### About this task:
Go over the data and copy out each line with "graph" in it.

### Supplied records:
-- Opening Marker --

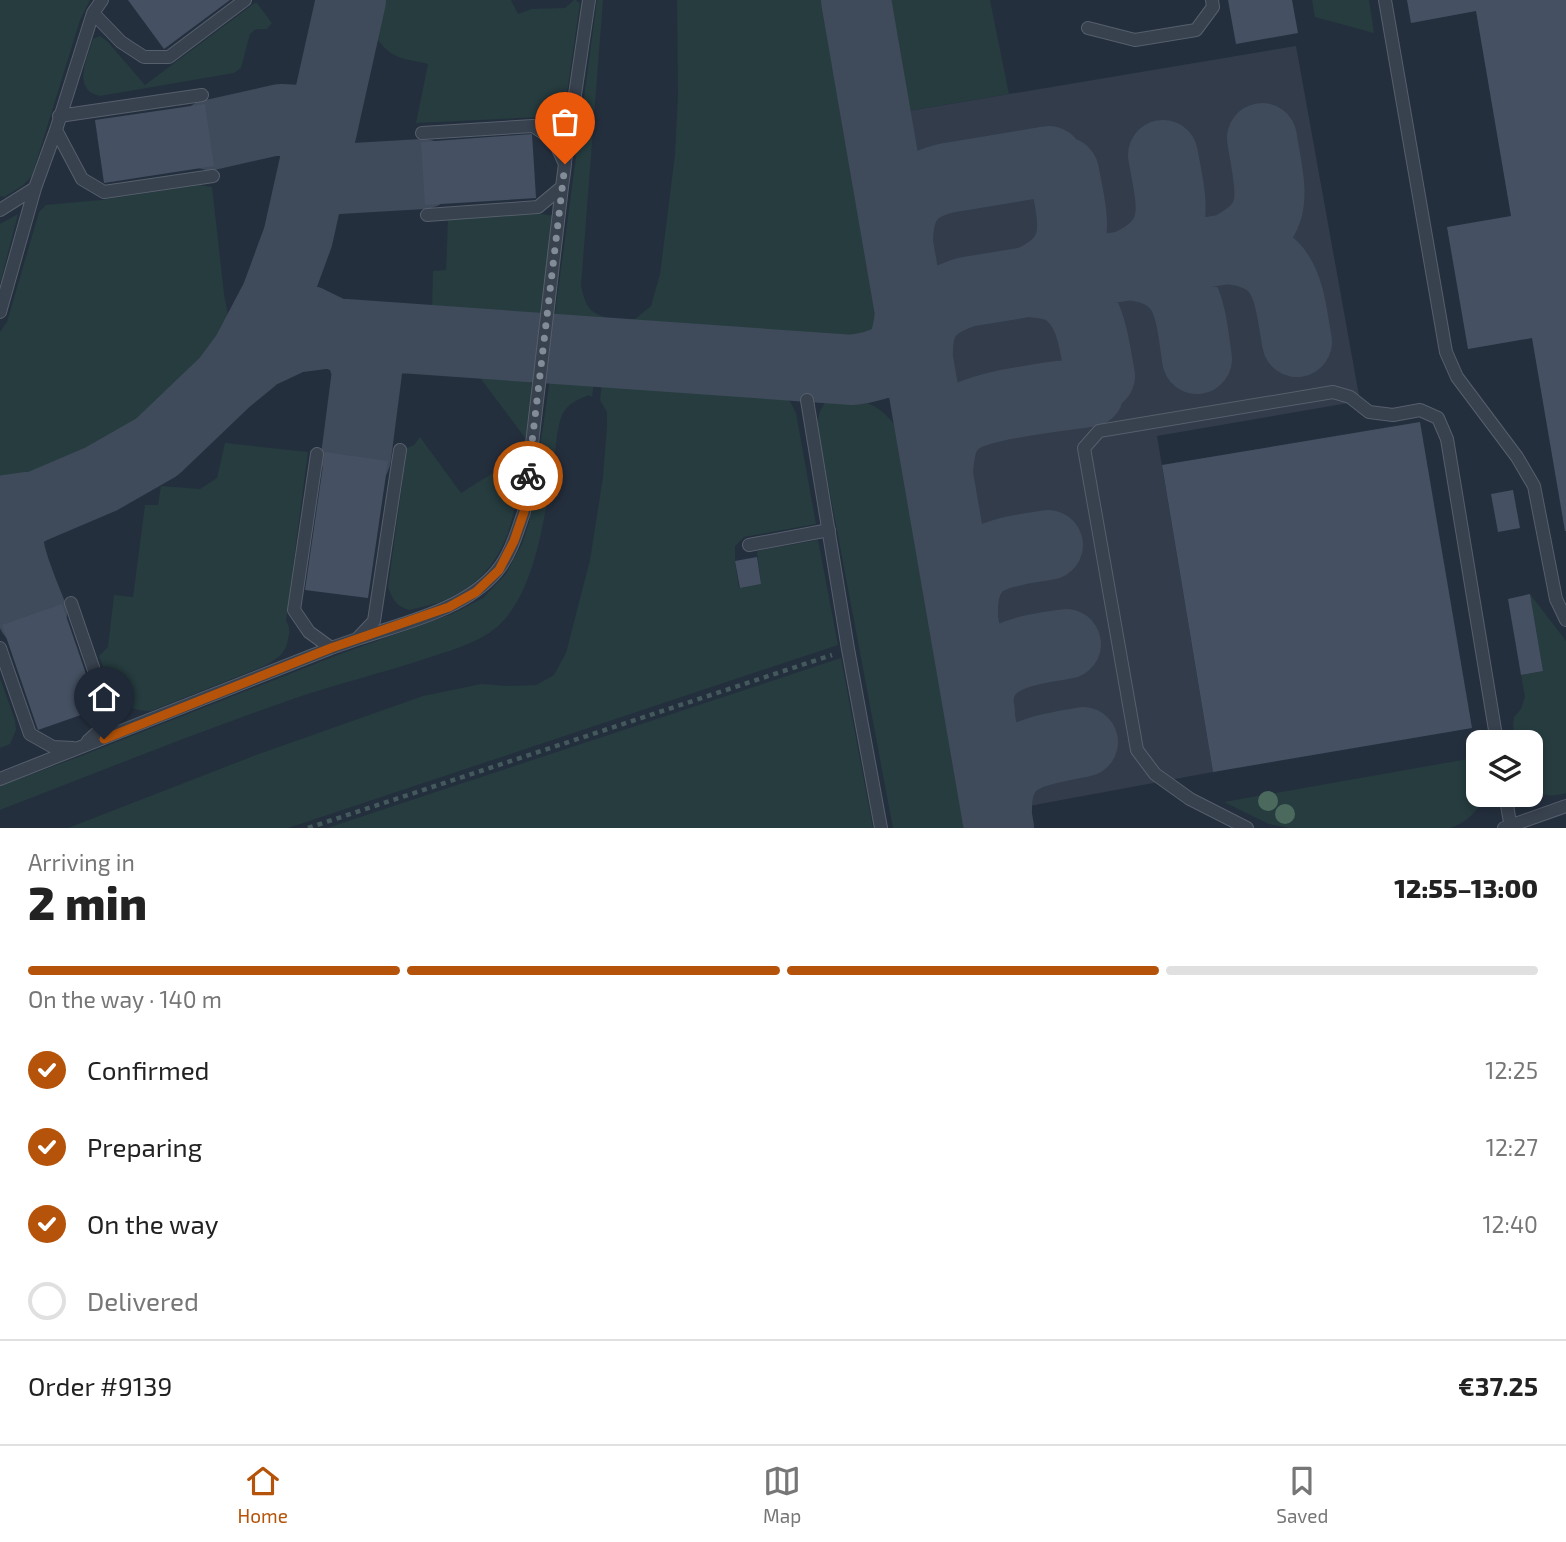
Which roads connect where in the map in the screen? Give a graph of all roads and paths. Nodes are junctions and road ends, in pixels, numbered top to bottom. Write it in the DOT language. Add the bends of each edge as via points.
graph roads {
  1 [pos="102,0"];
  2 [pos="245,0"];
  3 [pos="589,0"];
  4 [pos="1212,0"];
  5 [pos="1385,0"];
  6 [pos="93,13"];
  7 [pos="1088,28"];
  8 [pos="202,95"];
  9 [pos="59,116"];
  10 [pos="56,130"];
  11 [pos="422,134"];
  12 [pos="565,164"];
  13 [pos="213,176"];
  14 [pos="562,187"];
  15 [pos="35,188"];
  16 [pos="0,210"];
  17 [pos="427,215"];
  18 [pos="0,312"];
  19 [pos="807,400"];
  20 [pos="400,450"];
  21 [pos="317,454"];
  22 [pos="829,530"];
  23 [pos="749,545"];
  24 [pos="71,603"];
  25 [pos="1566,620"];
  26 [pos="357,639"];
  27 [pos="0,648"];
  28 [pos="331,648"];
  29 [pos="848,649"];
  30 [pos="1495,730"];
  31 [pos="79,749"];
  32 [pos="0,779"];
  33 [pos="1566,806"];
  34 [pos="1507,807"];
  35 [pos="1509,827"];
  36 [pos="308,828"];
  37 [pos="881,828"];
  38 [pos="1247,828"];
  1 -- 6 [label="lane"];
  2 -- 6 [label="lane" via="169,57 144,57 121,42"];
  3 -- 12 [label="lane"];
  4 -- 7 [label="lane" via="1213,7 1196,30 1135,40"];
  5 -- 25 [label="lane" via="1446,352 1457,377 1534,486 1556,599"];
  6 -- 9 [label="lane"];
  8 -- 9 [label="lane"];
  9 -- 10 [label="lane"];
  10 -- 13 [label="lane" via="82,179 104,191"];
  10 -- 15 [label="lane"];
  11 -- 12 [label="lane" via="533,126 554,140"];
  12 -- 14 [label="lane"];
  14 -- 17 [label="lane" via="538,207"];
  14 -- 26 [label="lane" via="524,512 514,541 499,570 476,592 449,607"];
  15 -- 16 [label="lane"];
  15 -- 18 [label="lane"];
  19 -- 22 [label="lane"];
  20 -- 26 [label="lane" via="374,621"];
  21 -- 28 [label="lane" via="294,610 309,632"];
  22 -- 23 [label="lane"];
  22 -- 29 [label="lane"];
  24 -- 31 [label="lane" via="107,708 99,731"];
  26 -- 28 [label="lane"];
  27 -- 31 [label="lane" via="30,734 53,747"];
  28 -- 31 [label="lane"];
  29 -- 36 [label="path"];
  29 -- 37 [label="lane"];
  30 -- 38 [label="lane" via="1447,439 1438,418 1420,410 1393,415 1368,412 1350,397 1333,392 1099,431 1084,448 1137,750 1155,774 1190,799"];
  31 -- 32 [label="lane"];
  33 -- 35 [label="lane"];
  34 -- 35 [label="lane"];
}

-- Closing Marker --

### Task output:
Which roads connect where in the map in the screen? Give a graph of all roads and paths. Nodes are junctions and road ends, in pixels, numbered top to bottom. Write it in the DOT language. Add the bends of each edge as via points.
graph roads {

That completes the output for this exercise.